Viel Konsens trotz unterschiedlicher Interessen
Unter der Leitfrage: „Welche konkreten Handlungsmöglichkeiten sehen Sie auf der Ebene des Freistaats Bayern in den Bereichen Stromerzeugung, Strominfrastruktur und Stromnutzung im Hinblick auf die Transformation zu einer ökologischen, sozial verträglichen und volkswirtschaftlich sinnvollen Elektrizitätsversorgung?“ konnten alle Teilnehmenden reihum ihre Ansätze darstellen.
Großen Konsens gab es bei allen Teilnehmer*innen für die Bedeutung der Akzeptanz in der Bevölkerung für die Energiewende. Nur durch Akzeptanz würden die Pläne der Bundesregierung auch umgesetzt werden können. Um die Zustimmung der Menschen zu gewinnen, spiele die Politik eine entscheidende Rolle. Es komme darauf an, dass die Politik einheitlich und auf allen Ebenen die Energiewende und die damit verbundenen Projekte unterstützt.

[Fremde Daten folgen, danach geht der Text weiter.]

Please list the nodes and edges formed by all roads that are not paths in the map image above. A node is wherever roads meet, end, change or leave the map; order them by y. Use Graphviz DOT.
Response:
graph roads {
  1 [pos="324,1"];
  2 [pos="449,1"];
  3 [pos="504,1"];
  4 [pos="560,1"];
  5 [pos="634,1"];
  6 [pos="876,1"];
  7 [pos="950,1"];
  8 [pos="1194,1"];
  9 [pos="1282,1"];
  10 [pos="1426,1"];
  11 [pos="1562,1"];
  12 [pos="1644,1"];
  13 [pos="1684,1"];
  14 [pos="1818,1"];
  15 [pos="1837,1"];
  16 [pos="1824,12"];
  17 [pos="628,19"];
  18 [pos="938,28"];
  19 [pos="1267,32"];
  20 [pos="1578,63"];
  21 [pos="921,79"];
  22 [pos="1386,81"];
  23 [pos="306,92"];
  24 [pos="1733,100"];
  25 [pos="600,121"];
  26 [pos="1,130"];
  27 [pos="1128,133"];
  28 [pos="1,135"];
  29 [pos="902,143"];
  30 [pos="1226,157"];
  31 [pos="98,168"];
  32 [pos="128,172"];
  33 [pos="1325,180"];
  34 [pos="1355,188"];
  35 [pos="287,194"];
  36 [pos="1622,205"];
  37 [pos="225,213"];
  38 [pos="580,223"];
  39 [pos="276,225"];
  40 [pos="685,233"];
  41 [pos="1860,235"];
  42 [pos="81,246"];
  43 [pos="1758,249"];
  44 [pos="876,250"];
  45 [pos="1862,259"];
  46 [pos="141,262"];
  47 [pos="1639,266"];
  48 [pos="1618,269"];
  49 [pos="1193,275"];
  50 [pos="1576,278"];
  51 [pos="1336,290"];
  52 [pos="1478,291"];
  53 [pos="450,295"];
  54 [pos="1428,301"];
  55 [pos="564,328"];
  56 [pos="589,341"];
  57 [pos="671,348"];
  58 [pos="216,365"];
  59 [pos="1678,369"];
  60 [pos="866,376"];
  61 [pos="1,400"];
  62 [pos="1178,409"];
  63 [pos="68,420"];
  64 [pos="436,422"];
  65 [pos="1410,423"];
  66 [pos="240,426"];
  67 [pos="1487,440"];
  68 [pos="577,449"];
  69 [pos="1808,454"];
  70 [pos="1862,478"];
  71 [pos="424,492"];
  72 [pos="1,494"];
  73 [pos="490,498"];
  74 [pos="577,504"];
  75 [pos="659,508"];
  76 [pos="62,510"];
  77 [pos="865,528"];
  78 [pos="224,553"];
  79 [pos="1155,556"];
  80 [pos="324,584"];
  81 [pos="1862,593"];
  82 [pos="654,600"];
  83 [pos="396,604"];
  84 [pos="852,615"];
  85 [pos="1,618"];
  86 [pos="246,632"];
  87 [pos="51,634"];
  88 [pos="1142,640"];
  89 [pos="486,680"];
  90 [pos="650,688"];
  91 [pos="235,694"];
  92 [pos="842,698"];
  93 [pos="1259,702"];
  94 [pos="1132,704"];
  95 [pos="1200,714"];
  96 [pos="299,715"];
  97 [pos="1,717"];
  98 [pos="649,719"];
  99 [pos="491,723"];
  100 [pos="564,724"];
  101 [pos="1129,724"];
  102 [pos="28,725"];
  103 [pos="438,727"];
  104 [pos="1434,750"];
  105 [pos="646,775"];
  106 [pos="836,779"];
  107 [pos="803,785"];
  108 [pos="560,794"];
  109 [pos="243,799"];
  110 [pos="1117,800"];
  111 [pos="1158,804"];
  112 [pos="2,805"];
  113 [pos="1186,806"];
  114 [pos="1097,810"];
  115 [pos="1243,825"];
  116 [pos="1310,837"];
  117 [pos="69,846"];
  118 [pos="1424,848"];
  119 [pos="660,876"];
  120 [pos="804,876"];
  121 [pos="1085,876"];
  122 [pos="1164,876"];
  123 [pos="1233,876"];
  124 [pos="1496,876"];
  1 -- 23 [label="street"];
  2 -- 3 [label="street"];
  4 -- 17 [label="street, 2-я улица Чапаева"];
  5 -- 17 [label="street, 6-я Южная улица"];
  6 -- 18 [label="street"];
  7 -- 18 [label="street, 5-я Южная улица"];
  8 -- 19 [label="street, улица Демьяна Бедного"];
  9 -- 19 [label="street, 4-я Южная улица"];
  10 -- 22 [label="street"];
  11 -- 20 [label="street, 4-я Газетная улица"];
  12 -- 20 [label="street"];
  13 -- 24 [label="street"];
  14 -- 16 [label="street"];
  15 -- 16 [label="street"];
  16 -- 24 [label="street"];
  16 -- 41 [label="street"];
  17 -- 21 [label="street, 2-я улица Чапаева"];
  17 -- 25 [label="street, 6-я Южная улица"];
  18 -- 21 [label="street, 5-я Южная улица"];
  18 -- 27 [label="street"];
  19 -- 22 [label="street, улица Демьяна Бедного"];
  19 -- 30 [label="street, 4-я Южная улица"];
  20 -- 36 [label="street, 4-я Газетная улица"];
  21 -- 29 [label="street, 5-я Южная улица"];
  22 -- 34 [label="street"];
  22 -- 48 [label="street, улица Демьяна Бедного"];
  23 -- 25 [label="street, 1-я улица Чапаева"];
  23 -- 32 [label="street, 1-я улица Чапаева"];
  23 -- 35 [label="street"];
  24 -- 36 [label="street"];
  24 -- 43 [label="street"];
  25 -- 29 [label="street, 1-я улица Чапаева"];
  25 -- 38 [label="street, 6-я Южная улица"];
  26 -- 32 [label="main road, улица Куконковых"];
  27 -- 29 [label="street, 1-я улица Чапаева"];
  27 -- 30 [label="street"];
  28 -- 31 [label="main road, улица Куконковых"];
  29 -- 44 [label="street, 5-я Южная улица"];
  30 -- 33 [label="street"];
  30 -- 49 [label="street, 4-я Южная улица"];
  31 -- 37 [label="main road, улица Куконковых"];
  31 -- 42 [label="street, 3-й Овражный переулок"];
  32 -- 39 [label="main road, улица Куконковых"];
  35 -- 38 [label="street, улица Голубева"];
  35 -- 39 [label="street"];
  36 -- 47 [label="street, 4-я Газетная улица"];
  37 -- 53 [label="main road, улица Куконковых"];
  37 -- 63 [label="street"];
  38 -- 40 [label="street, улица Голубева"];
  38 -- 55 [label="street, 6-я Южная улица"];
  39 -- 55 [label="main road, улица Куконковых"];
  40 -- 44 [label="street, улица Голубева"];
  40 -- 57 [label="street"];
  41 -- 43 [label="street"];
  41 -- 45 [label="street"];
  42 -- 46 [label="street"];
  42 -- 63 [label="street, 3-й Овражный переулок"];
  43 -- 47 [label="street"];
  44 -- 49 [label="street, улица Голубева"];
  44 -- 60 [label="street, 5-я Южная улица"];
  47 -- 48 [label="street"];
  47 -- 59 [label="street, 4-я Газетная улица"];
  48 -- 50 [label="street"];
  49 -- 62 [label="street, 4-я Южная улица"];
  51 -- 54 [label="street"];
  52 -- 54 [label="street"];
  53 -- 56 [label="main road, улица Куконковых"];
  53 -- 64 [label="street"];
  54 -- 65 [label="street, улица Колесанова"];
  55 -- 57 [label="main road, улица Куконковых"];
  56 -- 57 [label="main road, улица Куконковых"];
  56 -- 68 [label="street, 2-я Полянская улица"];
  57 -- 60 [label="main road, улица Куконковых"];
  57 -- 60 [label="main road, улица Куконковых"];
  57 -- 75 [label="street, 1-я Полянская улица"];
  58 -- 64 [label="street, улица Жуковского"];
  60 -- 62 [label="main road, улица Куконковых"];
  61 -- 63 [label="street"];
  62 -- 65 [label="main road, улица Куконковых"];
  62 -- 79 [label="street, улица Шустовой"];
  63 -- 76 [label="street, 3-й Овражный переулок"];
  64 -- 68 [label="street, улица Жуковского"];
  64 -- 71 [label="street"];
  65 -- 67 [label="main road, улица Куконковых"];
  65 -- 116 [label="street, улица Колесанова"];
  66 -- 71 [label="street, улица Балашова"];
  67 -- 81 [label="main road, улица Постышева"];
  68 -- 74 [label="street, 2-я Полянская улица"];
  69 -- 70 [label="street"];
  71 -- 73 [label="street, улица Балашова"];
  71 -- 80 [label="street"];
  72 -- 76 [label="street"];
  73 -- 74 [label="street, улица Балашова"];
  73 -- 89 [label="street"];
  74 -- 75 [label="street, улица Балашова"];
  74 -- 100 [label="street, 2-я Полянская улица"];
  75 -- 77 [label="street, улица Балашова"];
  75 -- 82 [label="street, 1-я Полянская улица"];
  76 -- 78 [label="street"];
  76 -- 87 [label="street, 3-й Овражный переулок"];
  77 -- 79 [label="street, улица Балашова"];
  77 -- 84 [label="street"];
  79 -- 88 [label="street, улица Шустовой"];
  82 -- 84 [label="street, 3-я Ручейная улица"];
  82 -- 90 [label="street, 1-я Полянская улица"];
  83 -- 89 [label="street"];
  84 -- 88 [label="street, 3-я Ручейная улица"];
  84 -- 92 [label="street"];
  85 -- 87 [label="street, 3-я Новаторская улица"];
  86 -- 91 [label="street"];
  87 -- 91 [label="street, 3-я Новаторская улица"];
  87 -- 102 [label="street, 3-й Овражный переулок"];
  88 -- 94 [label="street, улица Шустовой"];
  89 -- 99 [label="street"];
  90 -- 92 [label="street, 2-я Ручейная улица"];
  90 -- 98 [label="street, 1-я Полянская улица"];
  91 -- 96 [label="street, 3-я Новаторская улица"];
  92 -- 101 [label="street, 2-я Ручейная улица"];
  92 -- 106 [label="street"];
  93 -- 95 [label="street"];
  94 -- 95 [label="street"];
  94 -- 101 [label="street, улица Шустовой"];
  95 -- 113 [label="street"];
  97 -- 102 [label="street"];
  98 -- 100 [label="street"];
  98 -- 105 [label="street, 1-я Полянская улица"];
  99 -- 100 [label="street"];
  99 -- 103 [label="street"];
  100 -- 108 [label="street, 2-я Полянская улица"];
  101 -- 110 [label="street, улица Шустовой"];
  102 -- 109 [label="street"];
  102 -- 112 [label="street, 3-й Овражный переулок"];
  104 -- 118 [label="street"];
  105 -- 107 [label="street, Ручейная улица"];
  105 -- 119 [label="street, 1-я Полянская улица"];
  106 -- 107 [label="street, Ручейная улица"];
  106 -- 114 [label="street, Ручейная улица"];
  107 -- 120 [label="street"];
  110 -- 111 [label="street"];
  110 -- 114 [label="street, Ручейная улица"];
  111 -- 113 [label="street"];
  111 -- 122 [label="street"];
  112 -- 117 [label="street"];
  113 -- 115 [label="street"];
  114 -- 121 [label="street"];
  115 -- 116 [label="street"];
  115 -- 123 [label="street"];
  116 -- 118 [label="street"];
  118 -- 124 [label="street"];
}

Es wäre kontraproduktiv, wenn man sich im Landtag für Windkraft und Netzausbau ausspreche, dann aber einzelne Abgeordnete, Parteigliederungen oder Bürgermeister*innen (übrigens aller Parteien!) sich konkreten Vorhaben entgegenstellen würden.
Eindeutig fiel auch das Bekenntnis zur Windkraft in Bayern und zur Abschaffung der 10H-Regelung, die viele Windräder verhindert, aus. Die Forderung, zwei Prozent der Landesfläche für Windenergie auszuweisen, traf ebenfalls auf allgemeine Zustimmung.
Auch der Netzausbau, sowohl auf der Verteilebene als auch beim Übertragungsnetz, wurde unisono als eine Achillesferse der Energiewendepläne gesehen. Besonders im Verteilnetz seien die „freien Kapazitäten“ aus früheren Zeiten weitgehend aufgebraucht und werden Verstärkungs- und Ausbaumaßnahmen in erheblichem Umfang notwendig machen.
Ebenfalls weitgehend einig war man sich dabei, dass Planungs- und Genehmigungsverfahren beschleunigt werden müssten. Dazu müsse vor allem das Personal in den Genehmigungsbehörden aufgestockt werden. Auch eine stärkere Standardisierung der Verfahren wurde angeregt.
Es wurde betont, dass Energiewende und Naturschutz grundsätzlich vereinbar sein können. Wie genau dies gelingen könnte, wurde jedoch kontrovers diskutiert. Als großes Problem der Energiewende wurde – wie auch in anderen Wirtschaftsbereichen – der Fachkräftemangel identifiziert. So fehlten beim Ausbau der Photovoltaik, deren Netzanschluss und dem Netzausbau z.B. Elektrotechniker. Hier brauche es offensichtlich noch mehr Initiativen von verschiedenen Seiten, um den Fachkräftemangel zu beheben.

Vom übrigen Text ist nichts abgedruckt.